__PROBLEM TO WORK ON__: Within the records, which lines hold the string "Right"? Report each one by copying it.

(Dataset excerpts)
Start of Block

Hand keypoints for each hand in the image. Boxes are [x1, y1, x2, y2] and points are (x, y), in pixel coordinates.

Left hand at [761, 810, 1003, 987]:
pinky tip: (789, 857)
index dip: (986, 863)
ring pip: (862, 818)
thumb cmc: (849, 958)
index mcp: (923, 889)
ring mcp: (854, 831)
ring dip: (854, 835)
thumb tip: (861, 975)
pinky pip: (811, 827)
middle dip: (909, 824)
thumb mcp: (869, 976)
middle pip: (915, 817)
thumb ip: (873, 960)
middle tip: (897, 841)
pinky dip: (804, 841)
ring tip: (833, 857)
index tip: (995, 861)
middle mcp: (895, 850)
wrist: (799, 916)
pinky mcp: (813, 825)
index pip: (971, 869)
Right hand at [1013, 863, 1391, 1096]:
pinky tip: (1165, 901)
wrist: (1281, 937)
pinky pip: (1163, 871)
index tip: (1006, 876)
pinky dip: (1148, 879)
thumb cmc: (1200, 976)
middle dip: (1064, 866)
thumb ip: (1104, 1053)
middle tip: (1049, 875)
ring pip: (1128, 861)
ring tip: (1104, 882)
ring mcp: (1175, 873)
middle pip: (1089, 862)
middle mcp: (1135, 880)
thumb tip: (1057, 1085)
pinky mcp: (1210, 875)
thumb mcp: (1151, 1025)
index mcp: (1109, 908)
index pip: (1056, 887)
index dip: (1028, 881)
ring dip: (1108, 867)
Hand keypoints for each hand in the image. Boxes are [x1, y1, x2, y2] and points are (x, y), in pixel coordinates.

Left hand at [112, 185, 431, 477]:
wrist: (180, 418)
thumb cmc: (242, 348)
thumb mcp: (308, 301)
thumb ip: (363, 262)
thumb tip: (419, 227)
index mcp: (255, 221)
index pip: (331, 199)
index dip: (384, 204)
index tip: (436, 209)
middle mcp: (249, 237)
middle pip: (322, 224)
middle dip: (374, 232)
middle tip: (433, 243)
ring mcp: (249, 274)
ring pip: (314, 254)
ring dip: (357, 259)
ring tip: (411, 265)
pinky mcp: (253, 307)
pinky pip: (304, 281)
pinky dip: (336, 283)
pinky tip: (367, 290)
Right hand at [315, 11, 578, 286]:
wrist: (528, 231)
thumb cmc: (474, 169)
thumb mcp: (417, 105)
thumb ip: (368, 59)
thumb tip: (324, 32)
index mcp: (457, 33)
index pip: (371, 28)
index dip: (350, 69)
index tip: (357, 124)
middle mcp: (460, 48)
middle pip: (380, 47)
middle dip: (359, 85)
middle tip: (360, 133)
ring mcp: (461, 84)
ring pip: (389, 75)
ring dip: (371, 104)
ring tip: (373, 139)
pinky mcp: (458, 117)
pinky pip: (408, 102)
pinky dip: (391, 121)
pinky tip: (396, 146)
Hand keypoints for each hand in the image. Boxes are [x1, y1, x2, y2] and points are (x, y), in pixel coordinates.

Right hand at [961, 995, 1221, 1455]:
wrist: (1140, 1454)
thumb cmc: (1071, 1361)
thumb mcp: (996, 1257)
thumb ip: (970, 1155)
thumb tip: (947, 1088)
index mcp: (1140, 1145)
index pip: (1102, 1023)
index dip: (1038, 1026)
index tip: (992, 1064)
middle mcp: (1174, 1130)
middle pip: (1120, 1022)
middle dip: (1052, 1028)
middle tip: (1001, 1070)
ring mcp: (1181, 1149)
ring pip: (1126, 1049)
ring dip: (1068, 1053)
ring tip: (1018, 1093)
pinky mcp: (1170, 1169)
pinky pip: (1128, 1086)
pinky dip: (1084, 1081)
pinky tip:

End of Block

__ANSWER TO THIS EXERCISE__:
Right hand at [1013, 863, 1391, 1096]:
Right hand at [315, 11, 578, 286]:
Right hand at [961, 995, 1221, 1455]:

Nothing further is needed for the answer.